__DIRECTIONS__:
Print out all the records, word for word.

(Collected data entries)
**********
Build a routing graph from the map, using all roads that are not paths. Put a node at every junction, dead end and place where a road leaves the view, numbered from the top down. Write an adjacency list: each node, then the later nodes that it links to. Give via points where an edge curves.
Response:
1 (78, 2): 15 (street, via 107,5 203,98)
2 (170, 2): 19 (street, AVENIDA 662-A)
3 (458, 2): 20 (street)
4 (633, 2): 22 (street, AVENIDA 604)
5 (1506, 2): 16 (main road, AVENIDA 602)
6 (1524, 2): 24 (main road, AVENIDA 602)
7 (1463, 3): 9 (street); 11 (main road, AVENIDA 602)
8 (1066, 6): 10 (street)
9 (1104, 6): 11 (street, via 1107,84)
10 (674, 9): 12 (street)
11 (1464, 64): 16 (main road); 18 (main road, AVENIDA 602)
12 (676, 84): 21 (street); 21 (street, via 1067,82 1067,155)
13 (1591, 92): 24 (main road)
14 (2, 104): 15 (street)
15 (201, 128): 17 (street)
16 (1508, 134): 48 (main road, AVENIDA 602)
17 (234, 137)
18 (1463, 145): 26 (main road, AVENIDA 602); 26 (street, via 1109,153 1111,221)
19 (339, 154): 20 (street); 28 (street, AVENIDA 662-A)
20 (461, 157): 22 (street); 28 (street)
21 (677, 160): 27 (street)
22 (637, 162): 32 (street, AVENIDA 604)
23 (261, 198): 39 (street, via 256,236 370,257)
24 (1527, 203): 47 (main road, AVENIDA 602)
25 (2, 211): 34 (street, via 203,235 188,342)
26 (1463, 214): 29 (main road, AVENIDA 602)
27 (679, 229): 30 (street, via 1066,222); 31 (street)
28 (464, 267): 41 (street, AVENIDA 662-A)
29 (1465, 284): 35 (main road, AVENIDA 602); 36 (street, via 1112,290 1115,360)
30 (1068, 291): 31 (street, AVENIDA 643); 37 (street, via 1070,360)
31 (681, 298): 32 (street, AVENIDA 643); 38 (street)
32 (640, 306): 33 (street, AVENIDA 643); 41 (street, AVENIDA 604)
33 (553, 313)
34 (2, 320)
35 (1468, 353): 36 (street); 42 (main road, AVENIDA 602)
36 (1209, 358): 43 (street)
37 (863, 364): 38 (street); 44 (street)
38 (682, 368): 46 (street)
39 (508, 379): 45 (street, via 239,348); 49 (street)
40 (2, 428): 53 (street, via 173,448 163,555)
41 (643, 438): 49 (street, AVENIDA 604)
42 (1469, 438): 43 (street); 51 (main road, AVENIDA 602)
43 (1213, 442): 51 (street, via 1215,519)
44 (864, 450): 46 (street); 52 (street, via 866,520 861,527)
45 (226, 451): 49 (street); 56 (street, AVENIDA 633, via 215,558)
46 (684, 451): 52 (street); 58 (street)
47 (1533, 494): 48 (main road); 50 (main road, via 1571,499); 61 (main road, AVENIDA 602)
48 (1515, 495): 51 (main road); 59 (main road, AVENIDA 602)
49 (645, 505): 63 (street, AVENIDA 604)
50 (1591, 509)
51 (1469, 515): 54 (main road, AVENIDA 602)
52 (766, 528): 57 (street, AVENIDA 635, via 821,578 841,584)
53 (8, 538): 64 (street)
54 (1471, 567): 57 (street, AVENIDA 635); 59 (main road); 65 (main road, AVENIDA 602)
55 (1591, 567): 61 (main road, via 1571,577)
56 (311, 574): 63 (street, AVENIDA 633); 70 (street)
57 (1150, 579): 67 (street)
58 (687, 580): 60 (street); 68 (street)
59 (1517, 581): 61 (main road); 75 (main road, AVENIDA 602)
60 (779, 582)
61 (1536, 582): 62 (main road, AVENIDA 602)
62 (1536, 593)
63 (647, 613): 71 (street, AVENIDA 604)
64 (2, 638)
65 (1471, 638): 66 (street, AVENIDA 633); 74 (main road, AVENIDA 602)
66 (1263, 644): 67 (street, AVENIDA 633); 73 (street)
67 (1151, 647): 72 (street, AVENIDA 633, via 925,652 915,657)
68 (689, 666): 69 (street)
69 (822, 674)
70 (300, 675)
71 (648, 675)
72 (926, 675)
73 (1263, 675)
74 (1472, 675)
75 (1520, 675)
**********
__EXERCISE OUTPUT__:
Build a routing graph from the map, using all roads that are not paths. Put a node at every junction, dead end and place where a road leaves the view, numbered from the top down. Write an adjacency list: each node, then the later nodes that it links to. Give via points where an edge curves.
Response:
1 (78, 2): 15 (street, via 107,5 203,98)
2 (170, 2): 19 (street, AVENIDA 662-A)
3 (458, 2): 20 (street)
4 (633, 2): 22 (street, AVENIDA 604)
5 (1506, 2): 16 (main road, AVENIDA 602)
6 (1524, 2): 24 (main road, AVENIDA 602)
7 (1463, 3): 9 (street); 11 (main road, AVENIDA 602)
8 (1066, 6): 10 (street)
9 (1104, 6): 11 (street, via 1107,84)
10 (674, 9): 12 (street)
11 (1464, 64): 16 (main road); 18 (main road, AVENIDA 602)
12 (676, 84): 21 (street); 21 (street, via 1067,82 1067,155)
13 (1591, 92): 24 (main road)
14 (2, 104): 15 (street)
15 (201, 128): 17 (street)
16 (1508, 134): 48 (main road, AVENIDA 602)
17 (234, 137)
18 (1463, 145): 26 (main road, AVENIDA 602); 26 (street, via 1109,153 1111,221)
19 (339, 154): 20 (street); 28 (street, AVENIDA 662-A)
20 (461, 157): 22 (street); 28 (street)
21 (677, 160): 27 (street)
22 (637, 162): 32 (street, AVENIDA 604)
23 (261, 198): 39 (street, via 256,236 370,257)
24 (1527, 203): 47 (main road, AVENIDA 602)
25 (2, 211): 34 (street, via 203,235 188,342)
26 (1463, 214): 29 (main road, AVENIDA 602)
27 (679, 229): 30 (street, via 1066,222); 31 (street)
28 (464, 267): 41 (street, AVENIDA 662-A)
29 (1465, 284): 35 (main road, AVENIDA 602); 36 (street, via 1112,290 1115,360)
30 (1068, 291): 31 (street, AVENIDA 643); 37 (street, via 1070,360)
31 (681, 298): 32 (street, AVENIDA 643); 38 (street)
32 (640, 306): 33 (street, AVENIDA 643); 41 (street, AVENIDA 604)
33 (553, 313)
34 (2, 320)
35 (1468, 353): 36 (street); 42 (main road, AVENIDA 602)
36 (1209, 358): 43 (street)
37 (863, 364): 38 (street); 44 (street)
38 (682, 368): 46 (street)
39 (508, 379): 45 (street, via 239,348); 49 (street)
40 (2, 428): 53 (street, via 173,448 163,555)
41 (643, 438): 49 (street, AVENIDA 604)
42 (1469, 438): 43 (street); 51 (main road, AVENIDA 602)
43 (1213, 442): 51 (street, via 1215,519)
44 (864, 450): 46 (street); 52 (street, via 866,520 861,527)
45 (226, 451): 49 (street); 56 (street, AVENIDA 633, via 215,558)
46 (684, 451): 52 (street); 58 (street)
47 (1533, 494): 48 (main road); 50 (main road, via 1571,499); 61 (main road, AVENIDA 602)
48 (1515, 495): 51 (main road); 59 (main road, AVENIDA 602)
49 (645, 505): 63 (street, AVENIDA 604)
50 (1591, 509)
51 (1469, 515): 54 (main road, AVENIDA 602)
52 (766, 528): 57 (street, AVENIDA 635, via 821,578 841,584)
53 (8, 538): 64 (street)
54 (1471, 567): 57 (street, AVENIDA 635); 59 (main road); 65 (main road, AVENIDA 602)
55 (1591, 567): 61 (main road, via 1571,577)
56 (311, 574): 63 (street, AVENIDA 633); 70 (street)
57 (1150, 579): 67 (street)
58 (687, 580): 60 (street); 68 (street)
59 (1517, 581): 61 (main road); 75 (main road, AVENIDA 602)
60 (779, 582)
61 (1536, 582): 62 (main road, AVENIDA 602)
62 (1536, 593)
63 (647, 613): 71 (street, AVENIDA 604)
64 (2, 638)
65 (1471, 638): 66 (street, AVENIDA 633); 74 (main road, AVENIDA 602)
66 (1263, 644): 67 (street, AVENIDA 633); 73 (street)
67 (1151, 647): 72 (street, AVENIDA 633, via 925,652 915,657)
68 (689, 666): 69 (street)
69 (822, 674)
70 (300, 675)
71 (648, 675)
72 (926, 675)
73 (1263, 675)
74 (1472, 675)
75 (1520, 675)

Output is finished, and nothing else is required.